El 3 de octubre de 2024, el presidente de Ecopetrol, Ricardo Roa, hizo una presentación en la VII Cumbre del Petróleo, Gas y Energía en Cartagena en la que, entre otros asuntos, hablaba de la estrategia offshore de la compañía. En una de las diapositivas mostraba un mapa de los proyectos que Petrobras, Oxy, Shell y Ecopetrol estaban desarrollando costa afuera. Uno de ellos, con una linda estrella roja, era el clúster de aguas ultra profundas Komodo. Al lado del mapa, muy prometedor para la estabilidad energética de Colombia, había un texto bajo el título 'Retos y habilitadores'. El punto uno prometía una “Articulación con institucionalidad para cumplimiento de cronogramas de licencias ambientales y consultas previas”. Ya sabemos que esto no es así. Mientras Roa promete, la ministra pone trabas. ¿Es esa la articulación de la que hablaba el doctor Roa?
Un año y medio antes, en julio de 2023, en otra presentación de equipo técnico offshore de Ecopetrol, se ubicaba a Komodo como un pozo en firme, con un Capex o 'Gastos de Capital' ya asignado para perforarse en diciembre de 2024. En el informe a inversionistas del segundo trimestre de 2024, Ecopetrol y su directiva también decían que el pozo se comenzaría a perforar durante 2024. Ya sabemos que a los inversionistas los dejaron con los crespos hechos, y que la perforación de Komodo se aleja cada día más. En la columna del domingo pasado les contaba que después de negar la licencia ambiental, justo antes de la COP16 en Cali (ojo, que este no es un detalle menor), el Ministerio de Ambiente, a cargo de Susana Muhamad, recibió presiones fuertes dentro del mismo Gobierno para que la licencia se aprobara. Así se hizo, pero solo después de que la COP ya había terminado y cuando la ventana climática y el buque (de unos tres que hay en el mundo) que puede perforar el pozo a la profundidad requerida ya estaba perdido.
La licencia ambiental, entregada el 18 de diciembre a Anadarko y a Ecopetrol, ya se sabe que es de imposible cumplimiento por las condiciones que impone, y en la entrevista que la ministra Muhamad le dio a la W Radio esta semana que pasó, es claro que el ministerio no tiene intención alguna en reducir o modificar algunos de los requerimientos.
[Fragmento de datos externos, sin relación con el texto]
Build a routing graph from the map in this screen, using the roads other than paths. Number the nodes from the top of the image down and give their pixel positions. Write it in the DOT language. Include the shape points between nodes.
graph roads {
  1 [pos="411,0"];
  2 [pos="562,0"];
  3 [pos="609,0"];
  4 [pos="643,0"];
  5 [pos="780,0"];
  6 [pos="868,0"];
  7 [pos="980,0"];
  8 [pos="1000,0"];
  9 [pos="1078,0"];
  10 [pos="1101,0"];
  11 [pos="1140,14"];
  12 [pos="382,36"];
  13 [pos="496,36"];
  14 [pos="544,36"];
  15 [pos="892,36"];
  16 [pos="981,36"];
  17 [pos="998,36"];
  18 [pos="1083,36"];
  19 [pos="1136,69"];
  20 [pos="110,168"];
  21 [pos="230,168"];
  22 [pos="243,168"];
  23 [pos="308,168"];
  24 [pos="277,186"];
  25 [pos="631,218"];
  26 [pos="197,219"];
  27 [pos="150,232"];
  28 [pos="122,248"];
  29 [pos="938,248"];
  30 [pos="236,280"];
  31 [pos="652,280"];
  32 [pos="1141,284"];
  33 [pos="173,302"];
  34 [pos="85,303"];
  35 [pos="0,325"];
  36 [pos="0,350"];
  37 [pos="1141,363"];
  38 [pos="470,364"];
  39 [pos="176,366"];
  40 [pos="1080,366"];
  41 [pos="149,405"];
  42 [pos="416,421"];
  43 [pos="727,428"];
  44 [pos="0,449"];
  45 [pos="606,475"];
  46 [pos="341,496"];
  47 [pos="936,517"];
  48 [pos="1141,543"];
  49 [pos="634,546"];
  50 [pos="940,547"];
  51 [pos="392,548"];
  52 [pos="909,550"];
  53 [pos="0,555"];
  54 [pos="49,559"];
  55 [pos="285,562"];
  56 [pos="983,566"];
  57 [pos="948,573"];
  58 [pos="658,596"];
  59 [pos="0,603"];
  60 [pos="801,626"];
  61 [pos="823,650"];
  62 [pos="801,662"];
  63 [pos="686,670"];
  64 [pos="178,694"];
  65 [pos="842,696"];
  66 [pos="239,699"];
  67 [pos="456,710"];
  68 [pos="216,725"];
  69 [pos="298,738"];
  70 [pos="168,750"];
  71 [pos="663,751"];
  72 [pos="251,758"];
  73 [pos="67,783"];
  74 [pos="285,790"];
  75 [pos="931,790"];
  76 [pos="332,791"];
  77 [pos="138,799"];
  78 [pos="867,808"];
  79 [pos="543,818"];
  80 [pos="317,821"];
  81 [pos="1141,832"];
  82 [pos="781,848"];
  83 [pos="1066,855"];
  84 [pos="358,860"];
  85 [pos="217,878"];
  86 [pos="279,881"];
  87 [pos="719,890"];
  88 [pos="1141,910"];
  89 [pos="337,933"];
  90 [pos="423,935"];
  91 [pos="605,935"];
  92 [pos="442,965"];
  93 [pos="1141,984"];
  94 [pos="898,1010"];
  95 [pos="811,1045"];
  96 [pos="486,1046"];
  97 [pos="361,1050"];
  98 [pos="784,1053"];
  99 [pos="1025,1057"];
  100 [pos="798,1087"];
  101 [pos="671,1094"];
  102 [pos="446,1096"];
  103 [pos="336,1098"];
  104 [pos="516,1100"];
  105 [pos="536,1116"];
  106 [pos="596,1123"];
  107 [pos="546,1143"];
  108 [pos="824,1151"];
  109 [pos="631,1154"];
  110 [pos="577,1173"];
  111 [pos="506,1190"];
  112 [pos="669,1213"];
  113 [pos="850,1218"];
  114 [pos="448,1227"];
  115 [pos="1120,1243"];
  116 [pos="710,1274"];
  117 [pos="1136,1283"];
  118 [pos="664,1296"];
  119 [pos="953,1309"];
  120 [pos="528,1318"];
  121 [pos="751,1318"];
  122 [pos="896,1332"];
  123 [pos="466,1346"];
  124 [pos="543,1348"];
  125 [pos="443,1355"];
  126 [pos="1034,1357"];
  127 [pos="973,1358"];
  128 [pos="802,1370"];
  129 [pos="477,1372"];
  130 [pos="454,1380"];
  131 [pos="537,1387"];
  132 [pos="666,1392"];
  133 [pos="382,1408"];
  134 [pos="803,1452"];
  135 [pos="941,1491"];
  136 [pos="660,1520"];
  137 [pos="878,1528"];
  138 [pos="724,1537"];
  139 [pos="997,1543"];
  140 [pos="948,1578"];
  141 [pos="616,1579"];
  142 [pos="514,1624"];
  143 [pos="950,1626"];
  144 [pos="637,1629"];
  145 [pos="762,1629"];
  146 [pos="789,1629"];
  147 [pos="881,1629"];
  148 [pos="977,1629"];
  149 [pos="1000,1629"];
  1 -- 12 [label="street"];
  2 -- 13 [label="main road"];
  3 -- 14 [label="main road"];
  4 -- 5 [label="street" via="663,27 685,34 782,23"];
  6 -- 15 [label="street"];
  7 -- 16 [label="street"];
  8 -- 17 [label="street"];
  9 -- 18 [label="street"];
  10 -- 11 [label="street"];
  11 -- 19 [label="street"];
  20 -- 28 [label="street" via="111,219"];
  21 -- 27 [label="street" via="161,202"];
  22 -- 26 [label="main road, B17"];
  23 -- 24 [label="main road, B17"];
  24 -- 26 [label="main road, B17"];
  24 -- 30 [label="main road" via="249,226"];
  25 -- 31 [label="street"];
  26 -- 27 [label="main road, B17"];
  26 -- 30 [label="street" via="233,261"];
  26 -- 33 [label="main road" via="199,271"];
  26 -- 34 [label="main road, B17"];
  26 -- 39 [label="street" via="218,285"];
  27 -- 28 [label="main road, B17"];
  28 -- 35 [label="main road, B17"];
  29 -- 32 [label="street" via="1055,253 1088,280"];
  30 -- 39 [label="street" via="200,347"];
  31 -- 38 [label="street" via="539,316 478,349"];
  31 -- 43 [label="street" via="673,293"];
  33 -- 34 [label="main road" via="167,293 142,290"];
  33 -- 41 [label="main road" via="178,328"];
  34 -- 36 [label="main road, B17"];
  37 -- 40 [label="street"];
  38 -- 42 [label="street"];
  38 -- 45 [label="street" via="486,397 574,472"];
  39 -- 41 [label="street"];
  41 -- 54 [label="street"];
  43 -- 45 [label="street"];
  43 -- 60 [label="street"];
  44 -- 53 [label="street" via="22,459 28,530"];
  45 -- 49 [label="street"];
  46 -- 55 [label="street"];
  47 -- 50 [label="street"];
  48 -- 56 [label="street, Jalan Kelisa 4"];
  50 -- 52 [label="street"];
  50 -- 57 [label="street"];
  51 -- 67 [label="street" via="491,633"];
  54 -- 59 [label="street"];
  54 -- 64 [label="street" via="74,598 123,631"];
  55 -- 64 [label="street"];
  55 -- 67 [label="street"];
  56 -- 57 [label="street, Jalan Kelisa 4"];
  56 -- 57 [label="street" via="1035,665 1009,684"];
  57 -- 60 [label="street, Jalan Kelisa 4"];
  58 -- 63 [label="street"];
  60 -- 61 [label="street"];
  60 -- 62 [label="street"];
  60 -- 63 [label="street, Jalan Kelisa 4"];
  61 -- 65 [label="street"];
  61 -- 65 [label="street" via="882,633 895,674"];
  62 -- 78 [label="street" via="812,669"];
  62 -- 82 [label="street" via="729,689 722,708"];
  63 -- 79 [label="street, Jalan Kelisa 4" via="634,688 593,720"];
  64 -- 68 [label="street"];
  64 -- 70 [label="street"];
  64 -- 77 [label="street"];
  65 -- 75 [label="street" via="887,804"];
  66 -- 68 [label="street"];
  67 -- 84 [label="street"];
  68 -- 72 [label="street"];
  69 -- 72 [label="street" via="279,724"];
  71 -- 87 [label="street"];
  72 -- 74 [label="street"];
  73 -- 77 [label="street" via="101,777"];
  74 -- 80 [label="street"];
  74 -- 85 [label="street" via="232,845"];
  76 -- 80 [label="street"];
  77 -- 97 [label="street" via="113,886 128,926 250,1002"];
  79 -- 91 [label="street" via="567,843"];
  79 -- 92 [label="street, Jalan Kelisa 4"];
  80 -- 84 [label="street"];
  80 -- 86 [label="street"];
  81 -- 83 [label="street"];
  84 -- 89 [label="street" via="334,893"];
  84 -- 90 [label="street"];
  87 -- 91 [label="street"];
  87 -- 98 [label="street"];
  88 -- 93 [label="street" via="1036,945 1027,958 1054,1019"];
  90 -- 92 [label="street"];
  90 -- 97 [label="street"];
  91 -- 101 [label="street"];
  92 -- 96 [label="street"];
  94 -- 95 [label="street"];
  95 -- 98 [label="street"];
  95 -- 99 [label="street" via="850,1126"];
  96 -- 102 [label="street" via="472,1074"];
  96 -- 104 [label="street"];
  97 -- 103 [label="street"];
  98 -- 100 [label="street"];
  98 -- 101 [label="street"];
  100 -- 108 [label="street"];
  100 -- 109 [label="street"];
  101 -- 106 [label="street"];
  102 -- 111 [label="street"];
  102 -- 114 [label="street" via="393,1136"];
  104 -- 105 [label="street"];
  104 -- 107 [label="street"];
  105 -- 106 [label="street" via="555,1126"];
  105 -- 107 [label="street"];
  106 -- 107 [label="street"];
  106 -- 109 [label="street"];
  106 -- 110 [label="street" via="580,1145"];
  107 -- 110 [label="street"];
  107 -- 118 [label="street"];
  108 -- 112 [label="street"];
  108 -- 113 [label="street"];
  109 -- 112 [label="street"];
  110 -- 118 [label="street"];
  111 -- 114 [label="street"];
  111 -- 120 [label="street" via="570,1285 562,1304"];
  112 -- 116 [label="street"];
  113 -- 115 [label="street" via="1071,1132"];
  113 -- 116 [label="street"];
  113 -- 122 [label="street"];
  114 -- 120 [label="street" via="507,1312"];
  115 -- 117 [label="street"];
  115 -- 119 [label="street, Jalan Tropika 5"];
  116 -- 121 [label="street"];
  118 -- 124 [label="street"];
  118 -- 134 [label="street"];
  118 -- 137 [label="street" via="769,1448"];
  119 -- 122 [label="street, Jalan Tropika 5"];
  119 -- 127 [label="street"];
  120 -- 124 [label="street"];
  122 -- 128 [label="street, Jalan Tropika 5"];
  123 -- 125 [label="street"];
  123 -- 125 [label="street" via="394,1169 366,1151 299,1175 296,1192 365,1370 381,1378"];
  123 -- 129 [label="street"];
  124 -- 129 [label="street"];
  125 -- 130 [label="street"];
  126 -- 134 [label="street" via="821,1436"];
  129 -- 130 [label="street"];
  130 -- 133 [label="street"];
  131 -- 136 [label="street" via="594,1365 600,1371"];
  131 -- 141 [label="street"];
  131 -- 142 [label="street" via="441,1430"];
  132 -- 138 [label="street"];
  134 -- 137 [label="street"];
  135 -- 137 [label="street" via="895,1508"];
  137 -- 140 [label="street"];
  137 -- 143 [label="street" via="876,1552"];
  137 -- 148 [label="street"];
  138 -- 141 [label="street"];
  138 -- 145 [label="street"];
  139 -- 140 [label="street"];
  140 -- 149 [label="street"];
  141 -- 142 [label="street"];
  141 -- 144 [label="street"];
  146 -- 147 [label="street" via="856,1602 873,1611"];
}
En efecto, el mensaje de Muhamad es claro: las empresas tendrán que acomodarse a la licencia. La verdad es que, en todo caso, la ministra ha sido coherente en este proceso. Ella, en privado y en público, ha expresado dudas sobre la conveniencia para que Colombia se embarque en un “área frontera” de la ciencia. En la entrevista en La W lo dijo: “Tenemos muy poca información de la línea base ambiental de los ecosistemas en aguas ultra profundas, así que esto es realmente una frontera de la ciencia”.